Updates on Regulation, Trading, and Market Reforms for the Alternative Investment Community

“Family Office”? What’s In a Name: The Implosion Heard Around the (Financial Markets) World

What Can We Expect from the Regulators?

Robin Powers, Partner, Rimon, P.C.

Archegos Capital Management’s collapse last week, and the resulting losses for several global banks, has and will impact financial markets for the foreseeable future. Regulatory efforts will likely focus on the ever-expanding shadow banking sector and shed light on its transparency (or lack thereof) and the risks. Shadow banking is a blanket term to describe financial activities that take place among non-bank financial institutions outside the scope of federal regulators and generally is defined to include family offices.*

Scrutiny of nonbanks was already a priority for Treasury Secretary Janet Yellen after last year’s Treasury market turmoil surrounding hedge funds, dislocations in the repurchase agreement market in 2019, and of course, the GameStop story earlier this year.

The current regulatory examination follows on the heels of the Dodd-Frank Wall Street Reform and Consumer Protection Act (Public Law 111-203) (commonly referred to as Dodd-Frank) which overhauled financial regulation in the aftermath of the 2009 financial crisis. Under the Dodd-Frank legislation, family offices won a special carve-out from Congress that allows them to avoid SEC registration if they serve a single family and don’t give investment advice. Family offices made the case to Congress at the time that they only make conservative investments to preserve family wealth and they do not try to beat the markets.

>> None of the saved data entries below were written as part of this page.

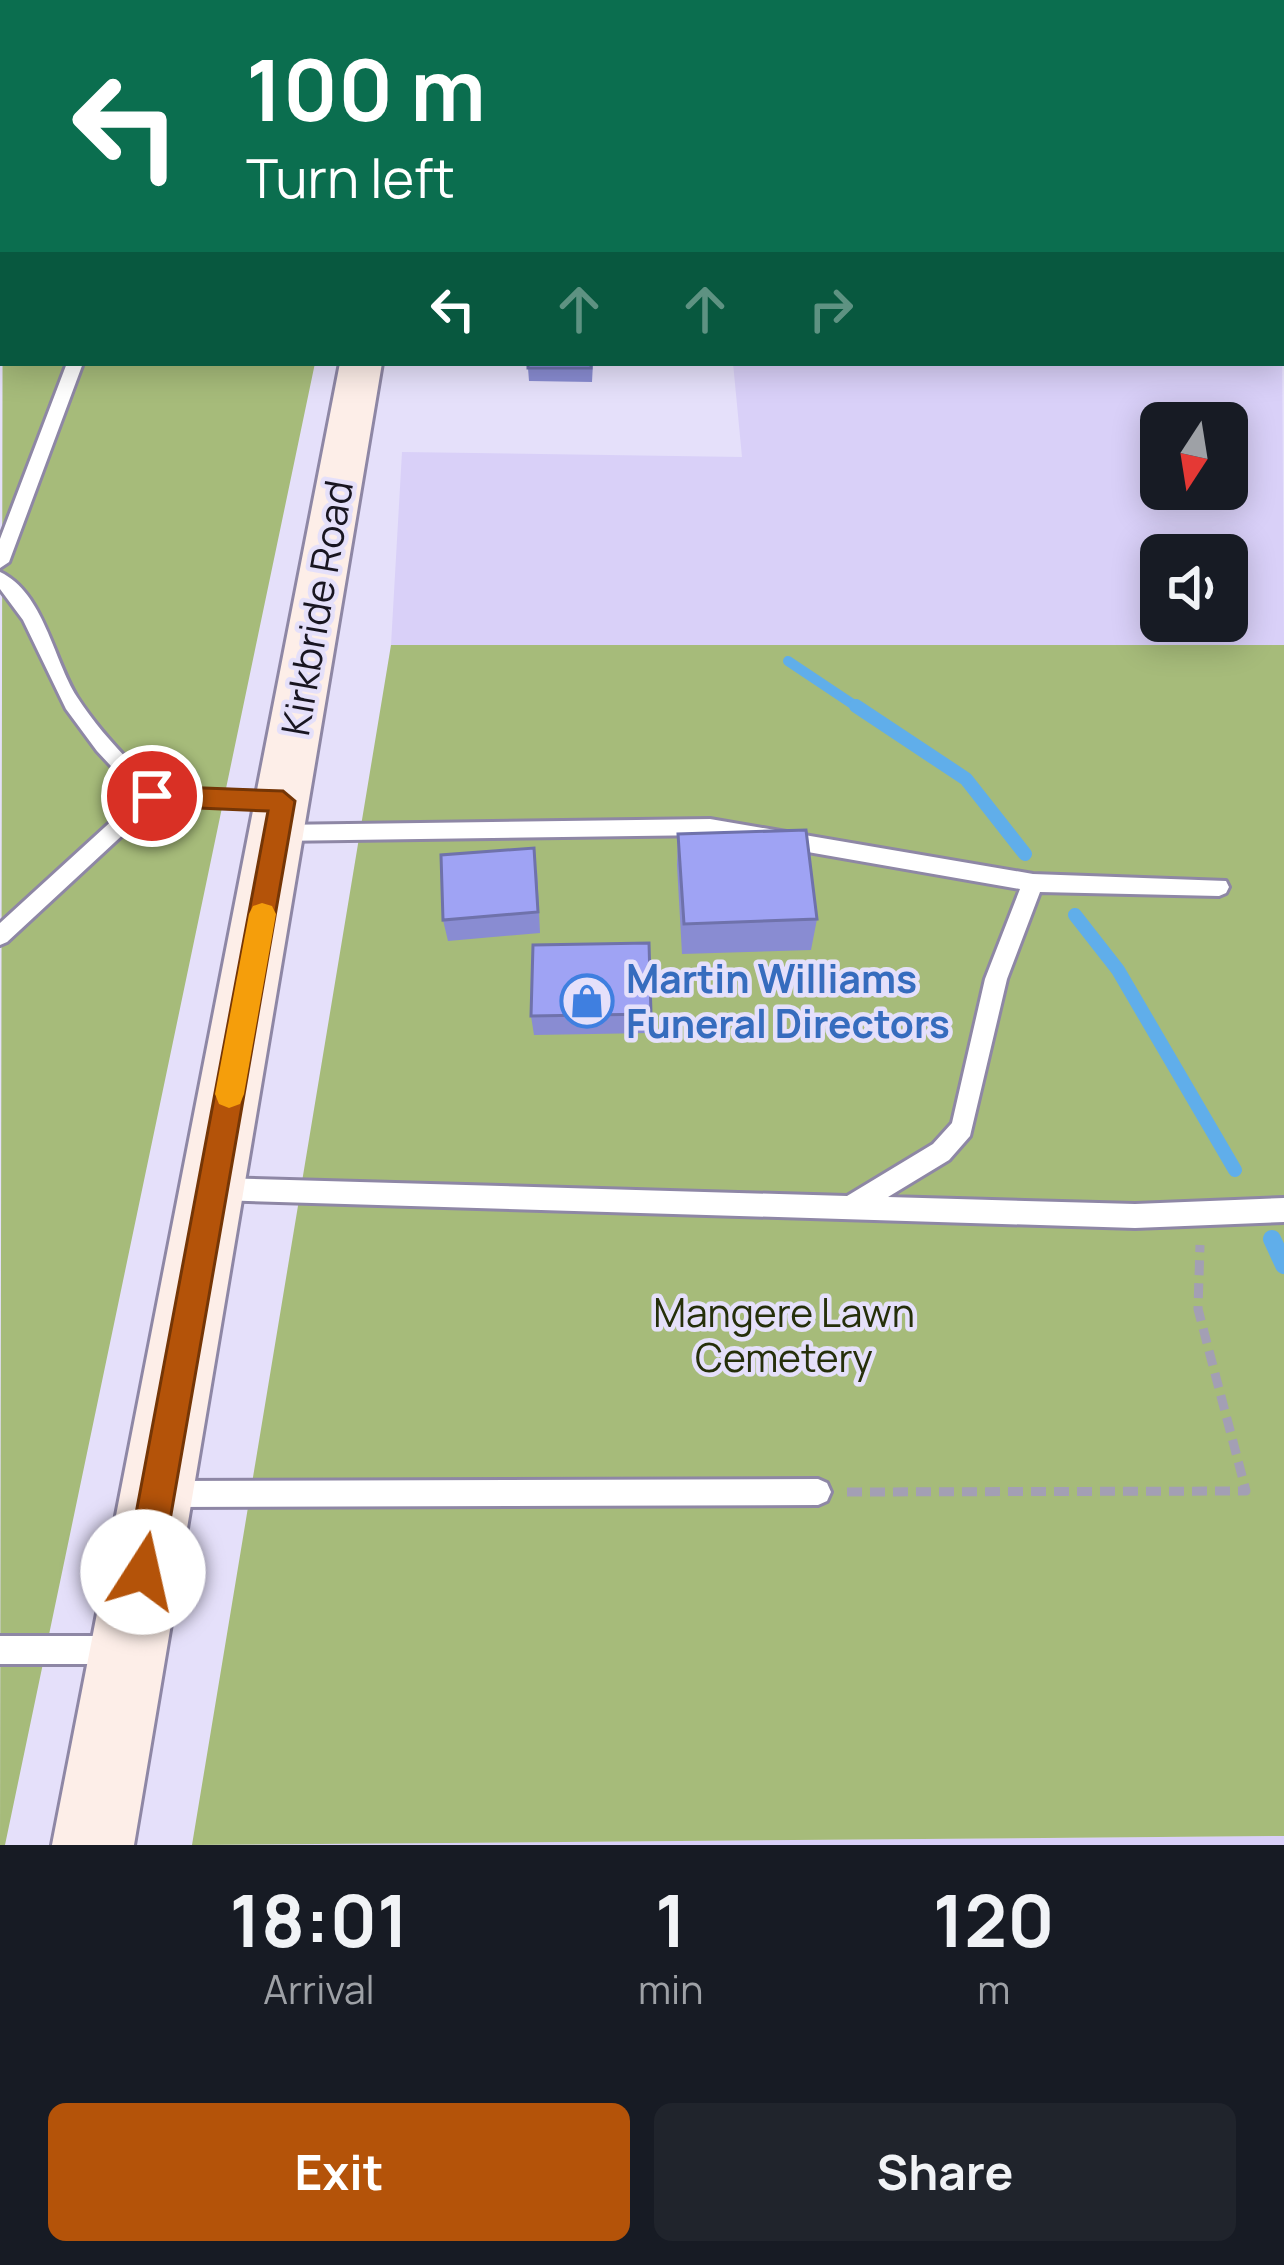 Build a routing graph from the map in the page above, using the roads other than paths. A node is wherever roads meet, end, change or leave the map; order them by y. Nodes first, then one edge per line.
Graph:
1 (74, 366) edge
2 (360, 366) edge
3 (0, 562) edge
4 (0, 578) edge
5 (152, 796) junction
6 (280, 817) junction
7 (1033, 883) junction
8 (1219, 886) dead end
9 (0, 936) edge
10 (212, 1189) junction
11 (849, 1208) junction
12 (1284, 1210) edge
13 (818, 1492) road end
14 (157, 1494) junction
15 (0, 1650) edge
16 (129, 1650) junction
17 (94, 1845) edge

1 - 3 lane
2 - 6 street, Kirkbride Road
4 - 5 lane
5 - 6 lane
5 - 9 lane
6 - 7 lane
6 - 10 street, Kirkbride Road
7 - 8 lane
7 - 11 lane
10 - 11 lane
10 - 14 street, Kirkbride Road
11 - 12 lane
13 - 14 lane
14 - 16 street, Kirkbride Road
15 - 16 lane
16 - 17 street, Kirkbride Road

And so, despite managing around $10 billion, Archegos is not directly regulated by the SEC because it manages Hwang’s wealth as a single-family office.

CFTC Commissioner Dan Berkovitz said, “The collapse of Archegos Capital Management and the billions of dollars in losses to investors and other market participants is a vivid demonstration of the havoc that errant large investment vehicles called ‘family offices’ can wreak on our financial markets.” He added, “A ‘family office’ has nothing to do with ordinary families. Rather, it is an investment vehicle used by centimillionaires and billionaires to grow their wealth, reduce their taxes, and plan their estates.”

On March 31st U.S. Treasury Secretary Janet L. Yellen led the first meeting of the Financial Stability Oversight Council (FSOC) under the new Biden administration. The FSOC was scheduled to discuss hedge fund activity and analysts expect it also addressed Archegos.

As calls for closer scrutiny of the shadow banking sector grow louder, we can expect policymakers to revisit systemically important financial institution designations for nonbank financial entities. Being designated as systemically important would allow for tougher regulation and oversight from the Federal Reserve.

* Over 10,000 family offices globally manage an estimated $5-15 trillion in assets – larger than the entire hedge fund industry. The largest family offices operate like sophisticated investment firms, but they don’t have the same oversight. Unlike hedge funds, family offices do not have to disclose their assets, bank relationships, and other operational information.

About the author

Robin Powers advises buy-side and other market participants on a broad range of trading and derivatives documentation and transactions, with a focus on cleared and uncleared derivatives and cross border regulation. She counsels clients with respect to regulatory issues including Dodd Frank and EMIR compliance, clearing and Swap Execution Facility relationships and uncleared swap margin related issues.

Ms. Powers has extensive experience negotiating and documenting International Swaps and Derivatives Association (ISDA) master agreements, master repurchase agreements, collateral and other credit support documents, prime brokerage agreements, futures and options trading and clearing, and securities lending agreements. She assists clients in their various transactional activities including documentation of structured transactions, credit default swaps, equity derivative transactions, interest rate swaps, weather swaps, asset swaps, total return swaps and currency transactions. She has also developed master confirmations for various derivative products.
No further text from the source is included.